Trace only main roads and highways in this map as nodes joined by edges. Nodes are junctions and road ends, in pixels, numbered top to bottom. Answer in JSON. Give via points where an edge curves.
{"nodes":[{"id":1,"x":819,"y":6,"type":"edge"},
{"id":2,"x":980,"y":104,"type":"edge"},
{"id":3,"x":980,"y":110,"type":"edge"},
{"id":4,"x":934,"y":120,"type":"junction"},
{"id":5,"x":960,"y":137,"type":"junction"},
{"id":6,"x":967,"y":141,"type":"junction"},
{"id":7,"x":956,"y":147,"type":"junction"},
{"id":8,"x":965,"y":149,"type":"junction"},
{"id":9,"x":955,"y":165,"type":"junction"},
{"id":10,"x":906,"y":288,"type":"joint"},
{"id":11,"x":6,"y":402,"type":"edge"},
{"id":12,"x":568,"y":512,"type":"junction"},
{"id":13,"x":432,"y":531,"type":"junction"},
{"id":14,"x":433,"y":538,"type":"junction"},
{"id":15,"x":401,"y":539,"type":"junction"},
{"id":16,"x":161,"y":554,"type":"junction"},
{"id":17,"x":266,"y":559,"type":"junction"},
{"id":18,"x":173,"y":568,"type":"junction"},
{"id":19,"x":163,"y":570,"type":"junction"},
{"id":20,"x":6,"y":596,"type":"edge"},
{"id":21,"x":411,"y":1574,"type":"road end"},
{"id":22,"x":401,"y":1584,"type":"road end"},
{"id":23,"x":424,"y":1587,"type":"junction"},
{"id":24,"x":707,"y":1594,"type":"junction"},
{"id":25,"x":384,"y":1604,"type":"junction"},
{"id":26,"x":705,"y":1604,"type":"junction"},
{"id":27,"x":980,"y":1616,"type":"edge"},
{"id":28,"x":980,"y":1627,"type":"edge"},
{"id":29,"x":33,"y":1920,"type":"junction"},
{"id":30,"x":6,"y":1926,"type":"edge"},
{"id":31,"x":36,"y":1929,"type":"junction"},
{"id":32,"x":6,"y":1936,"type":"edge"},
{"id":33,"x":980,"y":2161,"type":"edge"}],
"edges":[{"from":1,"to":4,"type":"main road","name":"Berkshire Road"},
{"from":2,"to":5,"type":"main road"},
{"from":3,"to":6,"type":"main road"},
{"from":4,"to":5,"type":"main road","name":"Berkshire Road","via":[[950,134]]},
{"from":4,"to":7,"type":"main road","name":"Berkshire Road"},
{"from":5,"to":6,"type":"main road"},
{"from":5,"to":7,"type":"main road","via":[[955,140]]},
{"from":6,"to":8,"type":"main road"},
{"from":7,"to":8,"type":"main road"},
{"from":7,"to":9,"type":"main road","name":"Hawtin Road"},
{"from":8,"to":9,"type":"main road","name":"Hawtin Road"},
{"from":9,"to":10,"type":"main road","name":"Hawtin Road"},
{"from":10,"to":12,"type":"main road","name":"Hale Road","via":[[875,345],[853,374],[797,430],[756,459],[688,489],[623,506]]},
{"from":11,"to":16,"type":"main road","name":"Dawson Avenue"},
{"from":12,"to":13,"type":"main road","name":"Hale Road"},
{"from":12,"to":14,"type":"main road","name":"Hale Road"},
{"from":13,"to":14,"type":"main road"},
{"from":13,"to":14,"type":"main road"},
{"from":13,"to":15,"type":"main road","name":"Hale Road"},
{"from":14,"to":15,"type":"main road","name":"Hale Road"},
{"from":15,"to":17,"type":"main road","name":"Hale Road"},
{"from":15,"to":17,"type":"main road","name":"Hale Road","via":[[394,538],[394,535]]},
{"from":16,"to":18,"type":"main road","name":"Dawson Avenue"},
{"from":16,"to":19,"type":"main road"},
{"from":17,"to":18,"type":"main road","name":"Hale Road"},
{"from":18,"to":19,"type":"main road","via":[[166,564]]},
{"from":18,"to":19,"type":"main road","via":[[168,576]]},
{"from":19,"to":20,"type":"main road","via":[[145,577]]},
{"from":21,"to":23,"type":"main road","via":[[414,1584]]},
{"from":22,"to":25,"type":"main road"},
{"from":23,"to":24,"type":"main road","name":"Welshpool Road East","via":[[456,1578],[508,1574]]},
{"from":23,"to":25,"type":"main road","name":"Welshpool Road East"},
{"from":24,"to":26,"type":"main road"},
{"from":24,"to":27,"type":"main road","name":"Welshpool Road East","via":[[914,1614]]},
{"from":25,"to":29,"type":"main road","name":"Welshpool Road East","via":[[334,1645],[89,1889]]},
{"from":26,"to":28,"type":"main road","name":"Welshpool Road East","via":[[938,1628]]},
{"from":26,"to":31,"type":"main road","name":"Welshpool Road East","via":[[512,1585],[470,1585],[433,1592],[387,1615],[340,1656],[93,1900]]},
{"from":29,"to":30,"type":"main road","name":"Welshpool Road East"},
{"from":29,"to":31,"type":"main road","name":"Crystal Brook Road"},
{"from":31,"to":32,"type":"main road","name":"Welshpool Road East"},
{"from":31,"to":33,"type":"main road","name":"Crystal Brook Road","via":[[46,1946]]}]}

To do
In full and exactly as written, reproduce the records above.

Output below
Trace only main roads and highways in this map as nodes joined by edges. Nodes are junctions and road ends, in pixels, numbered top to bottom. Answer in JSON. Give via points where an edge curves.
{"nodes":[{"id":1,"x":819,"y":6,"type":"edge"},
{"id":2,"x":980,"y":104,"type":"edge"},
{"id":3,"x":980,"y":110,"type":"edge"},
{"id":4,"x":934,"y":120,"type":"junction"},
{"id":5,"x":960,"y":137,"type":"junction"},
{"id":6,"x":967,"y":141,"type":"junction"},
{"id":7,"x":956,"y":147,"type":"junction"},
{"id":8,"x":965,"y":149,"type":"junction"},
{"id":9,"x":955,"y":165,"type":"junction"},
{"id":10,"x":906,"y":288,"type":"joint"},
{"id":11,"x":6,"y":402,"type":"edge"},
{"id":12,"x":568,"y":512,"type":"junction"},
{"id":13,"x":432,"y":531,"type":"junction"},
{"id":14,"x":433,"y":538,"type":"junction"},
{"id":15,"x":401,"y":539,"type":"junction"},
{"id":16,"x":161,"y":554,"type":"junction"},
{"id":17,"x":266,"y":559,"type":"junction"},
{"id":18,"x":173,"y":568,"type":"junction"},
{"id":19,"x":163,"y":570,"type":"junction"},
{"id":20,"x":6,"y":596,"type":"edge"},
{"id":21,"x":411,"y":1574,"type":"road end"},
{"id":22,"x":401,"y":1584,"type":"road end"},
{"id":23,"x":424,"y":1587,"type":"junction"},
{"id":24,"x":707,"y":1594,"type":"junction"},
{"id":25,"x":384,"y":1604,"type":"junction"},
{"id":26,"x":705,"y":1604,"type":"junction"},
{"id":27,"x":980,"y":1616,"type":"edge"},
{"id":28,"x":980,"y":1627,"type":"edge"},
{"id":29,"x":33,"y":1920,"type":"junction"},
{"id":30,"x":6,"y":1926,"type":"edge"},
{"id":31,"x":36,"y":1929,"type":"junction"},
{"id":32,"x":6,"y":1936,"type":"edge"},
{"id":33,"x":980,"y":2161,"type":"edge"}],
"edges":[{"from":1,"to":4,"type":"main road","name":"Berkshire Road"},
{"from":2,"to":5,"type":"main road"},
{"from":3,"to":6,"type":"main road"},
{"from":4,"to":5,"type":"main road","name":"Berkshire Road","via":[[950,134]]},
{"from":4,"to":7,"type":"main road","name":"Berkshire Road"},
{"from":5,"to":6,"type":"main road"},
{"from":5,"to":7,"type":"main road","via":[[955,140]]},
{"from":6,"to":8,"type":"main road"},
{"from":7,"to":8,"type":"main road"},
{"from":7,"to":9,"type":"main road","name":"Hawtin Road"},
{"from":8,"to":9,"type":"main road","name":"Hawtin Road"},
{"from":9,"to":10,"type":"main road","name":"Hawtin Road"},
{"from":10,"to":12,"type":"main road","name":"Hale Road","via":[[875,345],[853,374],[797,430],[756,459],[688,489],[623,506]]},
{"from":11,"to":16,"type":"main road","name":"Dawson Avenue"},
{"from":12,"to":13,"type":"main road","name":"Hale Road"},
{"from":12,"to":14,"type":"main road","name":"Hale Road"},
{"from":13,"to":14,"type":"main road"},
{"from":13,"to":14,"type":"main road"},
{"from":13,"to":15,"type":"main road","name":"Hale Road"},
{"from":14,"to":15,"type":"main road","name":"Hale Road"},
{"from":15,"to":17,"type":"main road","name":"Hale Road"},
{"from":15,"to":17,"type":"main road","name":"Hale Road","via":[[394,538],[394,535]]},
{"from":16,"to":18,"type":"main road","name":"Dawson Avenue"},
{"from":16,"to":19,"type":"main road"},
{"from":17,"to":18,"type":"main road","name":"Hale Road"},
{"from":18,"to":19,"type":"main road","via":[[166,564]]},
{"from":18,"to":19,"type":"main road","via":[[168,576]]},
{"from":19,"to":20,"type":"main road","via":[[145,577]]},
{"from":21,"to":23,"type":"main road","via":[[414,1584]]},
{"from":22,"to":25,"type":"main road"},
{"from":23,"to":24,"type":"main road","name":"Welshpool Road East","via":[[456,1578],[508,1574]]},
{"from":23,"to":25,"type":"main road","name":"Welshpool Road East"},
{"from":24,"to":26,"type":"main road"},
{"from":24,"to":27,"type":"main road","name":"Welshpool Road East","via":[[914,1614]]},
{"from":25,"to":29,"type":"main road","name":"Welshpool Road East","via":[[334,1645],[89,1889]]},
{"from":26,"to":28,"type":"main road","name":"Welshpool Road East","via":[[938,1628]]},
{"from":26,"to":31,"type":"main road","name":"Welshpool Road East","via":[[512,1585],[470,1585],[433,1592],[387,1615],[340,1656],[93,1900]]},
{"from":29,"to":30,"type":"main road","name":"Welshpool Road East"},
{"from":29,"to":31,"type":"main road","name":"Crystal Brook Road"},
{"from":31,"to":32,"type":"main road","name":"Welshpool Road East"},
{"from":31,"to":33,"type":"main road","name":"Crystal Brook Road","via":[[46,1946]]}]}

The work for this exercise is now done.